[Start of section]

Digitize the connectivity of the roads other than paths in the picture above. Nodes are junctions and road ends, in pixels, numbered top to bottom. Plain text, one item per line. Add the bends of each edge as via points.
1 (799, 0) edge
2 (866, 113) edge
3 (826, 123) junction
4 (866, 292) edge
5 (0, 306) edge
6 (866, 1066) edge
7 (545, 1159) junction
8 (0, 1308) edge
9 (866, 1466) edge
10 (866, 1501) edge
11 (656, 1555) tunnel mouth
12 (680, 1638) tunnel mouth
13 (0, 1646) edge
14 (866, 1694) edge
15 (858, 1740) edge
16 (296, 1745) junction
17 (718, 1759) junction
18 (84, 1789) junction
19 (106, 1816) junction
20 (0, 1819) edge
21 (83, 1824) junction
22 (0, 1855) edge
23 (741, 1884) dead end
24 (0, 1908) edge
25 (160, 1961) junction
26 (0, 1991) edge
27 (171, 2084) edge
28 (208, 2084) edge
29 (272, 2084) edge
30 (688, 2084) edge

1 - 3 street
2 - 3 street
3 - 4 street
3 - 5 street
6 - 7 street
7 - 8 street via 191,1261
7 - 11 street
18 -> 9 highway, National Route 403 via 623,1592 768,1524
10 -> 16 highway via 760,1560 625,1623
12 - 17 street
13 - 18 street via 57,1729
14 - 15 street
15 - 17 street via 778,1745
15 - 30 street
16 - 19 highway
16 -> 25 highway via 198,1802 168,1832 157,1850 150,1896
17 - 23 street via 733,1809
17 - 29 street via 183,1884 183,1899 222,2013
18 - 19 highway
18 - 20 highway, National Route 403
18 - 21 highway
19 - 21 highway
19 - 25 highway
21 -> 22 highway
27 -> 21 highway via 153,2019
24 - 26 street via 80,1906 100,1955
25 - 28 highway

[End of section]

If the word "National" appears in a line above, copy that line.

18 -> 9 highway, National Route 403 via 623,1592 768,1524
18 - 20 highway, National Route 403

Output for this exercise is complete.